Some of the carvings (left) and foot paths (top center) on Floreana, along with the "Post Office" (top right) and Post Office Bay (bottom right)


Besides our many nature hikes and snorkels where students got experience doing everything from working directly with finches (via Jaime’s expertise and permits) to doing ecological surveys of the many beautiful marine fishes that we saw; they also got evolution and ecology lectures each night and had group projects and presentations. But fret not! - they were outside in nature most of the time we were learning. I’m thankful for the chance to teach LSU undergrads evolution in situ and on the islands made famous by Charles Darwin and on the islands that made him and his theories of evolution famous. It was a reciprocal deal after all. Although Floreana was new and special to me. I was equally glad to take my students and my family to what remains my favorite island, Isabella. Isabella is the youngest and largest of the Galapagos islands and it has large active volcanos (which we climbed – great way to learn about uniformitarianism and catastrophism) and swam with blacktip sharks and giant sea turtles among a plethora of colorful marine species.

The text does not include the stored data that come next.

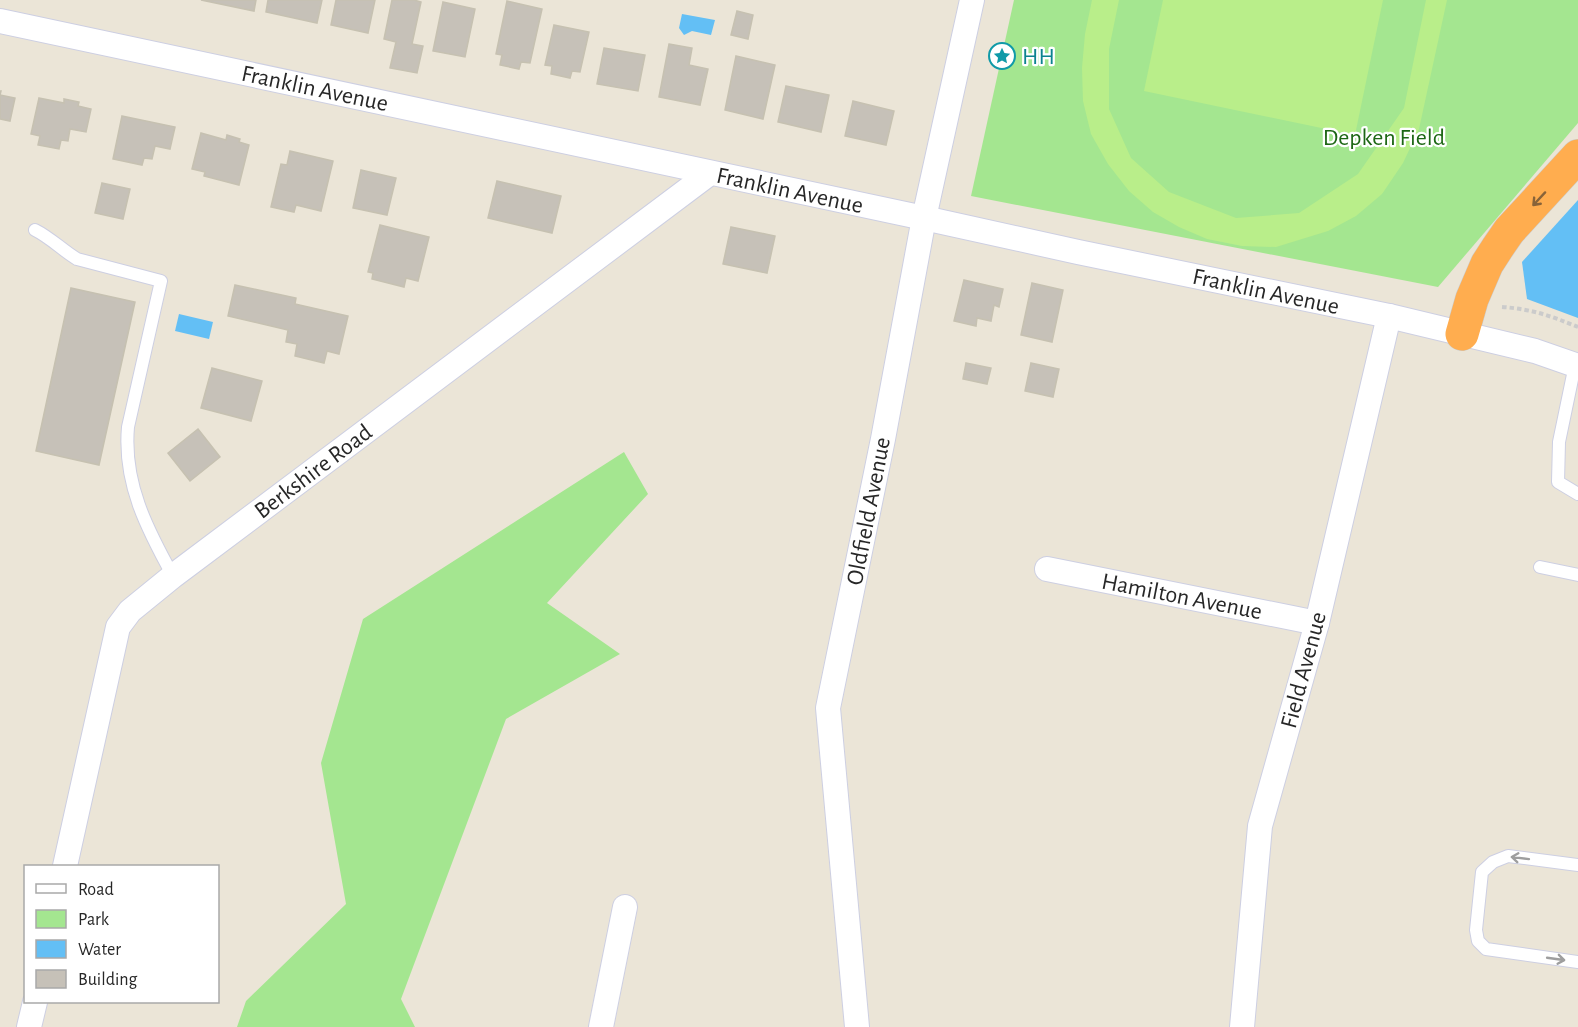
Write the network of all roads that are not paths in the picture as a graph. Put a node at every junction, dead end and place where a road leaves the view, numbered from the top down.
1 (972, 0) edge
2 (0, 21) edge
3 (1578, 156) edge
4 (710, 173) junction
5 (924, 218) junction
6 (35, 230) dead end
7 (1389, 316) junction
8 (1462, 334) junction
9 (1577, 366) edge
10 (1578, 494) edge
11 (1540, 567) dead end
12 (1047, 569) dead end
13 (1578, 575) edge
14 (173, 576) junction
15 (1317, 623) junction
16 (65, 865) edge
17 (1578, 865) edge
18 (625, 907) dead end
19 (1578, 962) edge
20 (35, 1003) edge
21 (29, 1027) edge
22 (601, 1027) edge
23 (857, 1027) edge
24 (1242, 1027) edge

1 - 5 street, Oldfield Avenue
2 - 4 street, Franklin Avenue
3 -> 8 highway
4 - 5 street, Franklin Avenue
4 - 14 street, Berkshire Road
5 - 7 street, Franklin Avenue
5 - 23 street, Oldfield Avenue
6 - 14 lane
7 - 8 street, Franklin Avenue
7 - 15 street, Field Avenue
8 - 9 street, Franklin Avenue
9 - 10 lane
11 - 13 lane
12 - 15 street, Hamilton Avenue
14 - 16 street, Berkshire Road
15 - 24 street, Field Avenue
17 -> 19 lane
18 - 22 street
20 - 21 street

Chaya and Anjali, and a blacktip. 

A bonus was that my shark obsessed daughter, Anjali, was in the water with us in Los Tuneles when a group of blacktips swimming a few feet from us intersected with a school of more than a dozen golden rays. It was magical and my heart swelled as a teacher, and a scientist - but mostly as a dad. When we were back on the boat from our swim we did see something the ornithologists reading this will be jealous of: No not a Large Ground Finch but a hoard (or a “waddle” as is the technical term I think) of 63 Galapagos Penguins. This number is apparently the largest congregation of Galapagos Penguins ever seen (as Jaime relayed to us) representing more than 1/3 of the breeding pairs know of this rare equatorial penguin species.

Although I greatly enjoyed my time on these islands, I will be taking a break from teaching evolution there as part of a study abroad, but I did make good contacts there over the last two years that I hope to parlay into more opportunities to do natural history fieldwork.